最近2周年をむかえたジェイムズ・ウェッブ宇宙望遠鏡の主要な目標の一つは、太陽系外惑星の物理的・化学的性質を把握し、生命体の存在の可能性を調べることだ。
ジェイムズ・ウェッブがこのために最初の探査対象にした太陽系外惑星は、地球から700光年の距離にあるWASP-39bだ。
別名「熱い木星(ホット・ジュピター)」と呼ばれるこの惑星は、2011年に地上の天体望遠鏡を通じて初めて発見された。発見当時、かなりの量の水を含有していると推定され、大きな注目を集めた。
大きさは木星の1.3倍(9万1000キロメートル)だが、質量は木星の4分の1に過ぎないガス惑星だ。物質の密度は1立方センチメートルあたり0.18グラムで、綿菓子の惑星と呼ばれるWASP-17bと大きな差はない。このように物質の密度が低いのは、中心星との距離が700万キロメートルと近く、温度が非常に高いためだ。太陽より若干小さい中心星(WASP-39)を4日に1回ずつ回る。
科学者らはジェイムズ・ウェッブ宇宙望遠鏡を利用し、2022年7月に惑星の大気中に二酸化炭素を見つけ出した。地球の生命体の活動と深い関連がある二酸化炭素は、重元素含有量(metalicity)の指標の役割を果たす物質で、惑星の起源と進化の過程を追跡するうえで重要だ。重元素含有量とは、ヘリウムより重い元素の割合を指す。重元素含有量は天体の年齢を計る尺度のうちの一つだ。太陽系外惑星の大気から二酸化炭素を確認したのは初めてのことだ。
さらに11月には、大気から光化学反応の産物である二酸化硫黄を捉えた。二酸化硫黄は大気中の水分子が光を受けて酸素と水素に分離した後、硫化水素と反応して生成されたとみられる。太陽系外惑星で二酸化硫黄を発見したことも、やはり初めてのことだ。
■地球の月のように星の前面に固定したまま公転
今回科学者らは、この惑星の昼と夜の温度差を測定することに成功したと、国際学術誌「ネイチャー」に発表した。
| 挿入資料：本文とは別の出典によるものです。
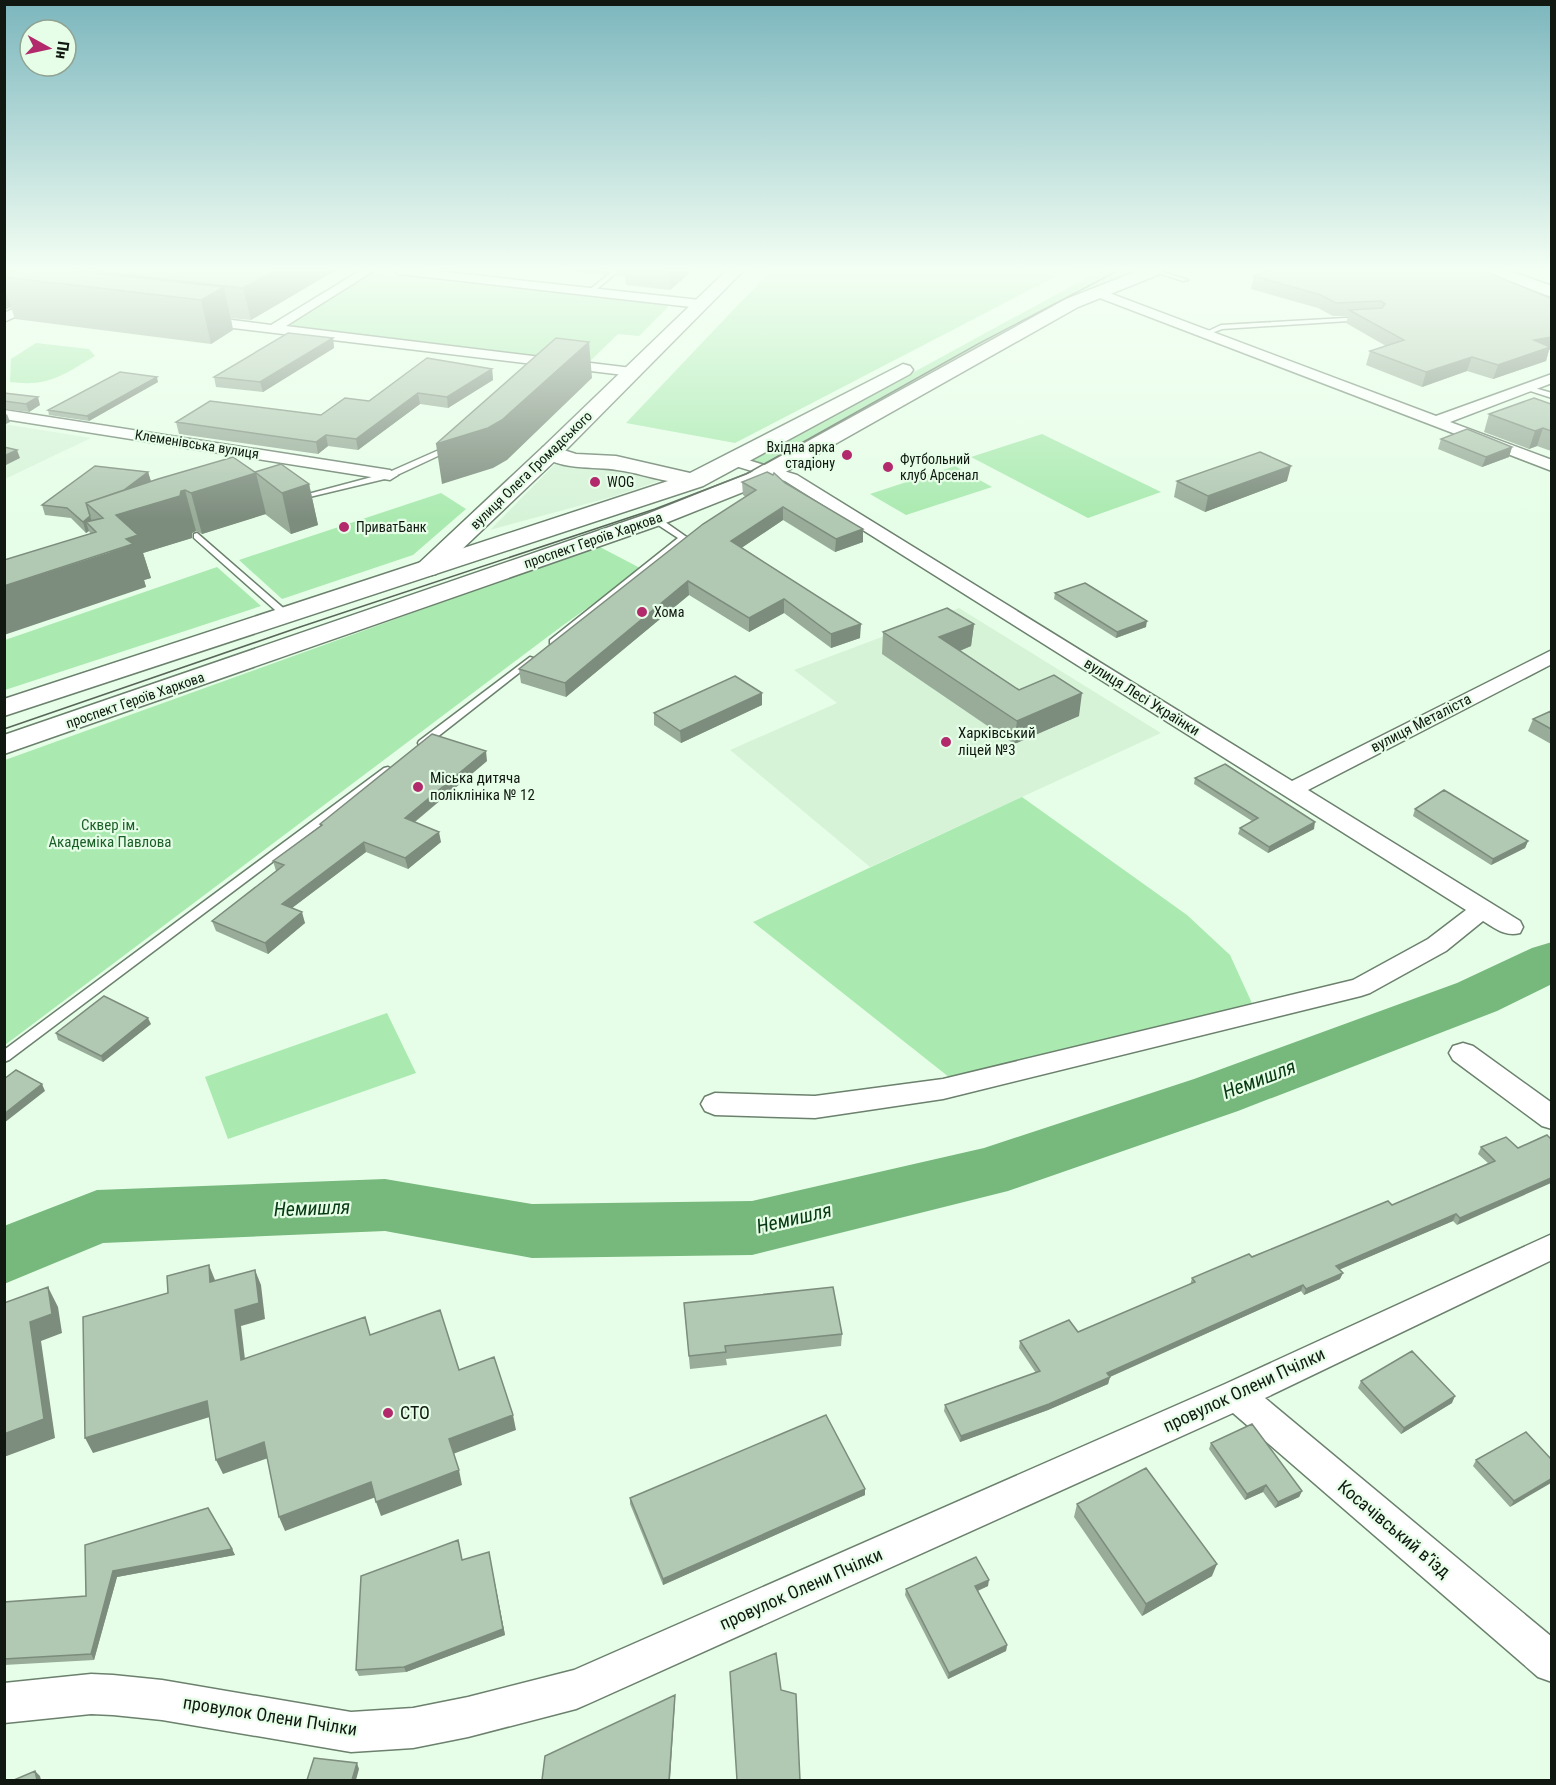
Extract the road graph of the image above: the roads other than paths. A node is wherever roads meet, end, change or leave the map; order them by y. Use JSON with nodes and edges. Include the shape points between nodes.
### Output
{"nodes":[{"id":1,"x":454,"y":353,"type":"edge"},
{"id":2,"x":651,"y":353,"type":"edge"},
{"id":3,"x":980,"y":353,"type":"edge"},
{"id":4,"x":1259,"y":353,"type":"edge"},
{"id":5,"x":919,"y":362,"type":"dead end"},
{"id":6,"x":632,"y":372,"type":"junction"},
{"id":7,"x":1551,"y":378,"type":"edge"},
{"id":8,"x":1527,"y":387,"type":"junction"},
{"id":9,"x":1551,"y":396,"type":"edge"},
{"id":10,"x":4,"y":414,"type":"edge"},
{"id":11,"x":1435,"y":422,"type":"junction"},
{"id":12,"x":459,"y":443,"type":"dead end"},
{"id":13,"x":551,"y":452,"type":"junction"},
{"id":14,"x":735,"y":461,"type":"junction"},
{"id":15,"x":1551,"y":466,"type":"edge"},
{"id":16,"x":771,"y":471,"type":"junction"},
{"id":17,"x":390,"y":475,"type":"junction"},
{"id":18,"x":694,"y":480,"type":"junction"},
{"id":19,"x":284,"y":501,"type":"edge"},
{"id":20,"x":688,"y":506,"type":"junction"},
{"id":21,"x":655,"y":519,"type":"junction"},
{"id":22,"x":197,"y":536,"type":"edge"},
{"id":23,"x":427,"y":569,"type":"junction"},
{"id":24,"x":286,"y":615,"type":"junction"},
{"id":25,"x":358,"y":622,"type":"junction"},
{"id":26,"x":1551,"y":656,"type":"edge"},
{"id":27,"x":4,"y":708,"type":"edge"},
{"id":28,"x":4,"y":745,"type":"edge"},
{"id":29,"x":417,"y":748,"type":"edge"},
{"id":30,"x":399,"y":762,"type":"edge"},
{"id":31,"x":1291,"y":790,"type":"junction"},
{"id":32,"x":1482,"y":909,"type":"junction"},
{"id":33,"x":1511,"y":927,"type":"dead end"},
{"id":34,"x":1463,"y":1053,"type":"dead end"},
{"id":35,"x":4,"y":1057,"type":"edge"},
{"id":36,"x":715,"y":1104,"type":"dead end"},
{"id":37,"x":1551,"y":1118,"type":"edge"},
{"id":38,"x":1551,"y":1246,"type":"edge"},
{"id":39,"x":1237,"y":1395,"type":"junction"},
{"id":40,"x":1551,"y":1664,"type":"edge"},
{"id":41,"x":4,"y":1703,"type":"edge"}],
"edges":[{"from":1,"to":6,"type":"street"},
{"from":2,"to":6,"type":"main road","name":"вулиця Олега Громадського"},
{"from":3,"to":16,"type":"main road","name":"проспект Героїв Харкова"},
{"from":4,"to":11,"type":"street"},
{"from":5,"to":14,"type":"main road","name":"проспект Героїв Харкова"},
{"from":6,"to":13,"type":"main road","name":"вулиця Олега Громадського"},
{"from":7,"to":8,"type":"street"},
{"from":8,"to":9,"type":"lane"},
{"from":8,"to":11,"type":"street"},
{"from":10,"to":17,"type":"street","name":"Клеменівська вулиця"},
{"from":11,"to":15,"type":"street"},
{"from":12,"to":17,"type":"lane"},
{"from":13,"to":18,"type":"main road","via":[[573,460],[616,463]]},
{"from":13,"to":23,"type":"main road","name":"вулиця Олега Громадського"},
{"from":14,"to":16,"type":"street","name":"вулиця Лесі Українки"},
{"from":14,"to":18,"type":"main road","name":"проспект Героїв Харкова"},
{"from":16,"to":20,"type":"main road","name":"проспект Героїв Харкова"},
{"from":16,"to":31,"type":"street","name":"вулиця Лесі Українки","via":[[791,478]]},
{"from":17,"to":19,"type":"lane"},
{"from":18,"to":20,"type":"main road","via":[[700,489]]},
{"from":18,"to":23,"type":"main road","name":"проспект Героїв Харкова"},
{"from":20,"to":21,"type":"main road","name":"проспект Героїв Харкова"},
{"from":21,"to":25,"type":"main road","name":"проспект Героїв Харкова"},
{"from":21,"to":29,"type":"lane","via":[[684,538]]},
{"from":22,"to":24,"type":"lane"},
{"from":23,"to":24,"type":"main road","name":"проспект Героїв Харкова"},
{"from":23,"to":25,"type":"main road","name":"вулиця Олега Громадського"},
{"from":24,"to":27,"type":"main road","name":"проспект Героїв Харкова"},
{"from":25,"to":28,"type":"main road","name":"проспект Героїв Харкова"},
{"from":26,"to":31,"type":"street","name":"вулиця Металіста"},
{"from":30,"to":35,"type":"lane"},
{"from":31,"to":32,"type":"street","name":"вулиця Лесі Українки"},
{"from":32,"to":33,"type":"street","name":"вулиця Лесі Українки"},
{"from":32,"to":36,"type":"street","via":[[1437,945],[1361,987],[944,1089],[815,1107]]},
{"from":34,"to":37,"type":"street"},
{"from":38,"to":39,"type":"street","name":"провулок Олени Пчілки"},
{"from":39,"to":40,"type":"street","name":"Косачівський в’їзд"},
{"from":39,"to":41,"type":"street","name":"провулок Олени Пчілки","via":[[576,1689],[468,1717],[413,1728],[351,1732],[113,1695]]}]}
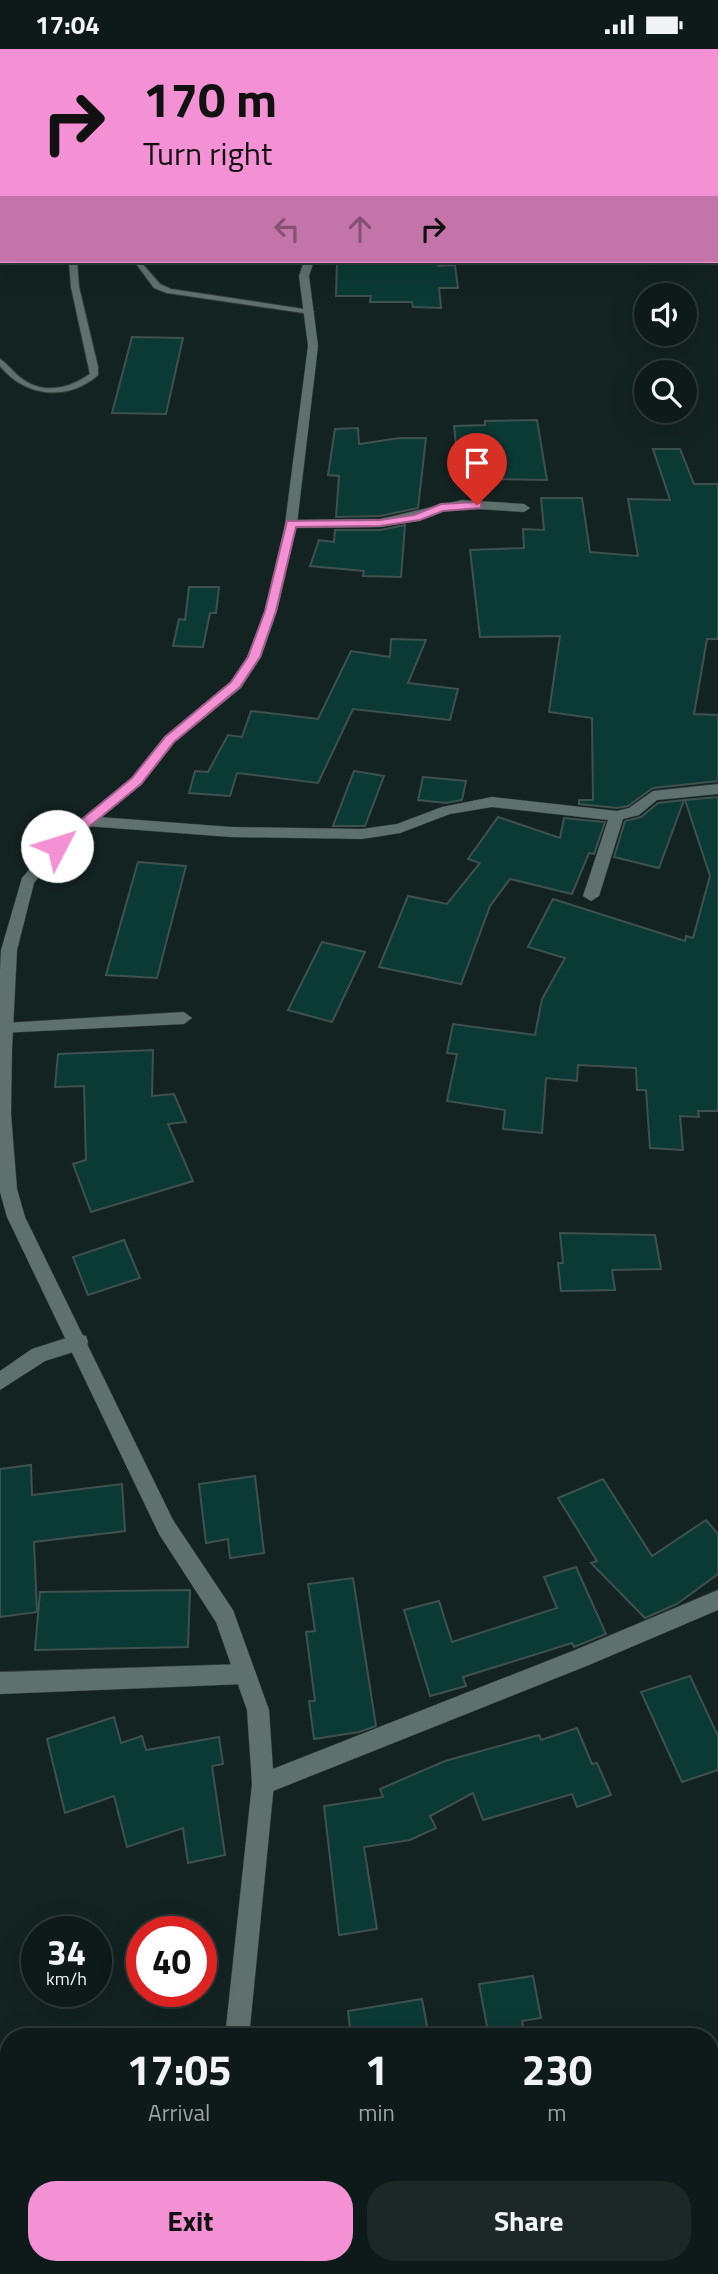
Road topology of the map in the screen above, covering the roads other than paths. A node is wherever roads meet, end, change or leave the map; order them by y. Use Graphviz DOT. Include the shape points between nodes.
graph roads {
  1 [pos="74,263"];
  2 [pos="139,263"];
  3 [pos="308,263"];
  4 [pos="310,312"];
  5 [pos="0,361"];
  6 [pos="524,508"];
  7 [pos="291,523"];
  8 [pos="718,789"];
  9 [pos="617,816"];
  10 [pos="86,821"];
  11 [pos="591,896"];
  12 [pos="184,1018"];
  13 [pos="5,1029"];
  14 [pos="79,1342"];
  15 [pos="0,1382"];
  16 [pos="718,1600"];
  17 [pos="245,1674"];
  18 [pos="0,1683"];
  19 [pos="263,1784"];
  20 [pos="238,2028"];
  1 -- 5 [label="lane" via="94,375 70,388 41,391 22,385"];
  2 -- 4 [label="lane" via="157,286 170,291"];
  3 -- 4 [label="street" via="304,276"];
  4 -- 7 [label="street" via="313,346"];
  6 -- 7 [label="street" via="462,505 380,523"];
  7 -- 10 [label="street" via="271,611 254,657 236,685 170,739 137,781"];
  8 -- 9 [label="street" via="653,796 634,812"];
  9 -- 10 [label="street" via="492,802 362,834 218,831"];
  9 -- 11 [label="street"];
  10 -- 13 [label="street" via="27,882 9,950"];
  12 -- 13 [label="street"];
  13 -- 14 [label="street" via="2,1114 8,1189 16,1217"];
  14 -- 15 [label="street" via="39,1355"];
  14 -- 17 [label="street" via="166,1527 225,1618"];
  16 -- 19 [label="street"];
  17 -- 18 [label="street"];
  17 -- 19 [label="street" via="258,1710"];
  19 -- 20 [label="street"];
}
中心星との距離が非常に近いこの惑星は、片面が星に向けて固定されている潮汐固定の惑星だ。したがって、前面は常に昼間、裏面は常に夜だ。
科学者は2~5マイクロメートルの波長の透過スペクトルを通じて、昼と夜を分ける境界地域の温度を分析した。惑星が星の前を通過するときに惑星の大気を通じてろ過された星の光と、星の近くにあるときに感知されたろ過されていない星の光を比較することで、温度を測定する手法だ。
境界地域の大気を分析した結果、星が沈む側(夕方)は800度、星が昇る側(朝)は600度と測定された。研究チームはさらに、惑星の朝の地域が夕方の地域より雲が多いことを発見した。
■大気の循環が作る温度差
なぜ同じ昼と夜の境界線なのに、朝の地域が夕方の地域より温度が低いのだろうか。
近い距離で星を公転する太陽系外惑星では、前面で加熱されたガスが強いジェット気流に乗って裏面に移動する。2つの地域の激しい温度差によって気圧差が大きくなり、風も強まる。
研究チームが地球の天気予測に使うのと同じモデルを利用して調べた結果、この惑星では風が裏面(夜)で始まり、朝の境界線を越えた後、前面に回って夕方の境界線を越え、ふたたび裏面に移動する可能性が高いことを発見した。
この場合、朝の境界線地域は夕方の境界線地域に比べ温度が低下することになる。言い換えると、朝の地域には裏面で冷たくなった空気の風が吹き、夕方の地域には前面で熱くなった空気の風が吹く。研究チームは、この惑星の風速は時速数千キロメートルに達するとみている。
研究チームは「今回の研究は、以前にはなかった惑星の立体的な情報を得たという点で、非常に興味深い」と述べた。たとえば、夕方の境界地域の方が熱いということは、この地域が少し膨らんでいることを意味する。研究チームはこのような手法を利用し、前面と裏面が固定されている別の「熱い木星」の大気も研究する計画だ。
*論文情報
doi.org/10.1038/s41586-024-07768-4
Inhomogeneous terminators on the exoplanet WASP-39 b.